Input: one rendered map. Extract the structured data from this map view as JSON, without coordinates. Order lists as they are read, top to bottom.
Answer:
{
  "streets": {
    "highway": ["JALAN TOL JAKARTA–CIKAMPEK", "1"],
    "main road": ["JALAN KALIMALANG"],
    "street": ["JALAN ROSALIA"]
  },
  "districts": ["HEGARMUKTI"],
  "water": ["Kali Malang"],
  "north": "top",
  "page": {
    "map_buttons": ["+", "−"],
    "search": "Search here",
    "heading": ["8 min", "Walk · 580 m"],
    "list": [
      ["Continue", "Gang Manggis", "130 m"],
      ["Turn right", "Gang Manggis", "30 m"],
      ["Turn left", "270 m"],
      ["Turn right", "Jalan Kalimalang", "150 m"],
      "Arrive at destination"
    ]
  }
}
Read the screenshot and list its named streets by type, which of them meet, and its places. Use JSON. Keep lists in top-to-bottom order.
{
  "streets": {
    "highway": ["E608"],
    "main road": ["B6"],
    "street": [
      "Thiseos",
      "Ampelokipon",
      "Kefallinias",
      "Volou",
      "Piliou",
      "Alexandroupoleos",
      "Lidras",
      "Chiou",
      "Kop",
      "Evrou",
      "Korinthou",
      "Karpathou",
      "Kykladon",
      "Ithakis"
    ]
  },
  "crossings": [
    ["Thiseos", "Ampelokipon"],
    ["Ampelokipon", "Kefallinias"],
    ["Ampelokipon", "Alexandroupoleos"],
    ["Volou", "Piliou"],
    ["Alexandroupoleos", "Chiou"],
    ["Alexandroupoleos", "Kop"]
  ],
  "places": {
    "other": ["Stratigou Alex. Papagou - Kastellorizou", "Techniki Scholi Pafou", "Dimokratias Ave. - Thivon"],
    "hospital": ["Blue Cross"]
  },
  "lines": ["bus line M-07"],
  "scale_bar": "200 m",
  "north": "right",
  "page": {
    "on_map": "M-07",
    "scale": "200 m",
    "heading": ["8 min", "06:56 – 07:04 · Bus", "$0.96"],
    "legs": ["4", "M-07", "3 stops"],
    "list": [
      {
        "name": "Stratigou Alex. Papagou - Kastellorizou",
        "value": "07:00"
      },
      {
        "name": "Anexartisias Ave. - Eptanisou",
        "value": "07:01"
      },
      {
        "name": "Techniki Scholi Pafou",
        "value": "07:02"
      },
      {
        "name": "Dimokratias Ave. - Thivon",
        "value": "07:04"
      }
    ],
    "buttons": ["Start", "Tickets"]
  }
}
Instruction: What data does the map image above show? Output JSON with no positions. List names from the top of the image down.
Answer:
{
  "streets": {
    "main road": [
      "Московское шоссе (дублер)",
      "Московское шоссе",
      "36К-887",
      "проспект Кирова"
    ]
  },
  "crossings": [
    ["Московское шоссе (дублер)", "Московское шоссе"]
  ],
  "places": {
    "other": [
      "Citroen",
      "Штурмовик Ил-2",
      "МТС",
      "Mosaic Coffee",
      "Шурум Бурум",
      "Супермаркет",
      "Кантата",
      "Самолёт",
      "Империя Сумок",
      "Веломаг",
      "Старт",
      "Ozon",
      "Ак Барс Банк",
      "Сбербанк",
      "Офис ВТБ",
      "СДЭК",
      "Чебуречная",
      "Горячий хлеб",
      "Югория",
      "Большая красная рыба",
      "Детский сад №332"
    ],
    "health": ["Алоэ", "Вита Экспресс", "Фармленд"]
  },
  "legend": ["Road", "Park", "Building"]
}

········

Work order:
Please make an exact copy of every record, leaving nothing out.

Answer area:
Input: one rendered map. Extract the structured data from this map view as JSON, without coordinates. Order lists as they are read, top to bottom.
Answer:
{
  "streets": {
    "highway": ["JALAN TOL JAKARTA–CIKAMPEK", "1"],
    "main road": ["JALAN KALIMALANG"],
    "street": ["JALAN ROSALIA"]
  },
  "districts": ["HEGARMUKTI"],
  "water": ["Kali Malang"],
  "north": "top",
  "page": {
    "map_buttons": ["+", "−"],
    "search": "Search here",
    "heading": ["8 min", "Walk · 580 m"],
    "list": [
      ["Continue", "Gang Manggis", "130 m"],
      ["Turn right", "Gang Manggis", "30 m"],
      ["Turn left", "270 m"],
      ["Turn right", "Jalan Kalimalang", "150 m"],
      "Arrive at destination"
    ]
  }
}
Read the screenshot and list its named streets by type, which of them meet, and its places. Use JSON. Keep lists in top-to-bottom order.
{
  "streets": {
    "highway": ["E608"],
    "main road": ["B6"],
    "street": [
      "Thiseos",
      "Ampelokipon",
      "Kefallinias",
      "Volou",
      "Piliou",
      "Alexandroupoleos",
      "Lidras",
      "Chiou",
      "Kop",
      "Evrou",
      "Korinthou",
      "Karpathou",
      "Kykladon",
      "Ithakis"
    ]
  },
  "crossings": [
    ["Thiseos", "Ampelokipon"],
    ["Ampelokipon", "Kefallinias"],
    ["Ampelokipon", "Alexandroupoleos"],
    ["Volou", "Piliou"],
    ["Alexandroupoleos", "Chiou"],
    ["Alexandroupoleos", "Kop"]
  ],
  "places": {
    "other": ["Stratigou Alex. Papagou - Kastellorizou", "Techniki Scholi Pafou", "Dimokratias Ave. - Thivon"],
    "hospital": ["Blue Cross"]
  },
  "lines": ["bus line M-07"],
  "scale_bar": "200 m",
  "north": "right",
  "page": {
    "on_map": "M-07",
    "scale": "200 m",
    "heading": ["8 min", "06:56 – 07:04 · Bus", "$0.96"],
    "legs": ["4", "M-07", "3 stops"],
    "list": [
      {
        "name": "Stratigou Alex. Papagou - Kastellorizou",
        "value": "07:00"
      },
      {
        "name": "Anexartisias Ave. - Eptanisou",
        "value": "07:01"
      },
      {
        "name": "Techniki Scholi Pafou",
        "value": "07:02"
      },
      {
        "name": "Dimokratias Ave. - Thivon",
        "value": "07:04"
      }
    ],
    "buttons": ["Start", "Tickets"]
  }
}
Instruction: What data does the map image above show? Output JSON with no positions. List names from the top of the image down.
Answer:
{
  "streets": {
    "main road": [
      "Московское шоссе (дублер)",
      "Московское шоссе",
      "36К-887",
      "проспект Кирова"
    ]
  },
  "crossings": [
    ["Московское шоссе (дублер)", "Московское шоссе"]
  ],
  "places": {
    "other": [
      "Citroen",
      "Штурмовик Ил-2",
      "МТС",
      "Mosaic Coffee",
      "Шурум Бурум",
      "Супермаркет",
      "Кантата",
      "Самолёт",
      "Империя Сумок",
      "Веломаг",
      "Старт",
      "Ozon",
      "Ак Барс Банк",
      "Сбербанк",
      "Офис ВТБ",
      "СДЭК",
      "Чебуречная",
      "Горячий хлеб",
      "Югория",
      "Большая красная рыба",
      "Детский сад №332"
    ],
    "health": ["Алоэ", "Вита Экспресс", "Фармленд"]
  },
  "legend": ["Road", "Park", "Building"]
}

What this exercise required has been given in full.